Berdasarkan kesamaan visi mengenai masa depan, maka para pemuda dari sukusuku bangsa tersebut pada tahun 1928 telah mengikrarkan sumpah untuk menjadi
satu bangsa dengan menggunakan bahasa persatuan dan bersama-sama hidup di
satu tanah air. Dari peristiwa ini terlihat bahwa kebhinnekaan budaya bukan
menjadi halangan untuk mewujudkan persatuan bangsa.
Justru budaya yang beraneka ragam tersebut mampu berhubungan dan
berinteraksi satu dengan yang lainnya secara selaras dan serasi. Oleh sebab itulah
perlu selalu disadari dan dipahami bersama bahwa bangsa Indonesia ini memang
dibentuk dari suku-suku bangsa yang memiliki budaya yang beraneka ragam.

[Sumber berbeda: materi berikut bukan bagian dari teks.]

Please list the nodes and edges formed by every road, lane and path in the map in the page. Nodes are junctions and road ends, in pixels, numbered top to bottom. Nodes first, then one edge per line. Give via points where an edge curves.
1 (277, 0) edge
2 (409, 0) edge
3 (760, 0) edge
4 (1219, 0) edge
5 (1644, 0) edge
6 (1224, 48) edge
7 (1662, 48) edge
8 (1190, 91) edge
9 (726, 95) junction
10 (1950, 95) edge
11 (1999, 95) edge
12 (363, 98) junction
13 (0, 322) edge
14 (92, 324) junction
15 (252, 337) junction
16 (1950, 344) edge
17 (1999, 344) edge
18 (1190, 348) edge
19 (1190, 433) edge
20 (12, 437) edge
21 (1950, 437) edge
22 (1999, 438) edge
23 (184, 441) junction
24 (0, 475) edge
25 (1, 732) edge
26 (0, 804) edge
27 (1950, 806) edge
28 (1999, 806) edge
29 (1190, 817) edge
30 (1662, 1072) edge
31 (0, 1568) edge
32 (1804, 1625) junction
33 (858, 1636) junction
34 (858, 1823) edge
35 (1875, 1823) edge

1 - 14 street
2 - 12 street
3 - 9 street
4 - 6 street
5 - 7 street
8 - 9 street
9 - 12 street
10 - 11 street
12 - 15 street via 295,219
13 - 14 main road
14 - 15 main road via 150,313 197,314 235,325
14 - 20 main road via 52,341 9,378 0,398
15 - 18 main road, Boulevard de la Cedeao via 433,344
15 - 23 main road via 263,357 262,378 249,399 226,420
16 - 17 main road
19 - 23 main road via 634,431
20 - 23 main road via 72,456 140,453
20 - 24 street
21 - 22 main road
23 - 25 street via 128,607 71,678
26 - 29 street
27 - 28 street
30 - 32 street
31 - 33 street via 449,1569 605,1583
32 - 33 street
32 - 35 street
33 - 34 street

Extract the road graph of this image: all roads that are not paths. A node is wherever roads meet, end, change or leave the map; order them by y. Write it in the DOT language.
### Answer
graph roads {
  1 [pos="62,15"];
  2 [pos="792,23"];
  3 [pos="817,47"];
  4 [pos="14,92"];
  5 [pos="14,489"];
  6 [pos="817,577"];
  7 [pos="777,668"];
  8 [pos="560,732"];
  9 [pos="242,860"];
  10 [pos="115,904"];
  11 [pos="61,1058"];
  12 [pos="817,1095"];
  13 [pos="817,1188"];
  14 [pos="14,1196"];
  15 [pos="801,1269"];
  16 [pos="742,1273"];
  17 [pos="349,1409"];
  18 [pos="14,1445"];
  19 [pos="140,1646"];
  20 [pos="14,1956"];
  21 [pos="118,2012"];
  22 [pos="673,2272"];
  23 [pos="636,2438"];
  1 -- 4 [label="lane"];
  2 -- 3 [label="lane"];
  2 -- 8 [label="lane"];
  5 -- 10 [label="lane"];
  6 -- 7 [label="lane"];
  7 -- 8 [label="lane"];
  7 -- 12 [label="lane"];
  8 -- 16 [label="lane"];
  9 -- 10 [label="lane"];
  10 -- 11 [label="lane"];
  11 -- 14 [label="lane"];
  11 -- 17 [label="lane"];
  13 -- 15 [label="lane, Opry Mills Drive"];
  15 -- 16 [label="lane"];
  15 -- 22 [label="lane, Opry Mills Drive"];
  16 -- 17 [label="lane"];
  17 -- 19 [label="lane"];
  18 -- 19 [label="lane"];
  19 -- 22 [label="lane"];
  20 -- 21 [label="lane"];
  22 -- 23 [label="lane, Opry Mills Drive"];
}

Maka langkah utama yang perlu ditempuh dalam rangka membangun kehidupan
baru bagi bangsa Indonesia di masa depan adalah menggunakan salah satu asas
dalam konsepsi kemandirian lokal, yaitu “pendekatan kebudayaan”, sebagai
bagian utama dari strategi pembangunan masyarakat dan bangsa. Implementasi
pendekatan kebudayaan dalam pembangunan bangsa diyakini akan dapat
menumbuhkan kebanggaan pada setiap anak bangsa terhadap diri dan budayanya
dan pada gilirannya akan menumbuhkan pula toleransi dan pengertian akan
keberadaan budaya lainnya. Hal ini merupakan faktor utama perekat persatuan
bangsa.
Pada proses reformasi, penyaluran aspirasi politik masyarakat telah dapat
diakomodasikan dalam sistem multi partai. Pada satu sisi, hal ini dapat
mencerminkan perwujudan demokrasi, akan tetapi pada sisi lain dapat mengarah
pada pelanggaran terhadap nilai-nilai Pancasila. Hal tersebut pada akhirnya dapat
diselewengkan dengan pembentukan kekuatan-kekuatan dengan memobilisasi
kekuatan berdasarkan asas masing-masing. Hal ini dapat bermuara pada

berkembangnya primordialisme sempit berdasarkan agama, etnis ataupun ras dan
aspek kedaerahan lainnya.
Revitalisasi Pancasila semakin terasa penting kalau diingat kita tengah
gigih menerapkan prinsip-prinsip “good governance”, dimana tiga aktor yaitu

pemerintah (state), swasta (private sector) dan masyarakat (civil society) harus
bersinergi secara konstruktif mewujudkan pemerintahan yang lebih baik. Antara
lain terwujud dalam bentuk pelayanan publik (public services) yang optimal.
Dalam kaitannya dengan ancaman atau pengaruh globalisasi harus dihadapi
dengan sikap mental dan karakter yang kuat sebagai jatidiri bangsa Indonesia.
Akhirnya revitalisasi Pancasila menjadi penting karena kita masih menghadapi
ancaman disintegrasi nasional dengan semangat separatisme dari Daerah yang
merasa diperlakukan secara tidak adil oleh Pemerintah Pusat.
Kita jangan sampai tidak mengenal diri kita sendiri dan tidak mengenal
nilai-nilai hakiki dan luhur yang telah merupakan konsensus nasional menjadi
falsafah dalam hidup bermasyarakat dan bernegara, yaitu Pancasila. Seperti kata
Socrates (470-399 SM)“kenalilah dirimu sendiri”.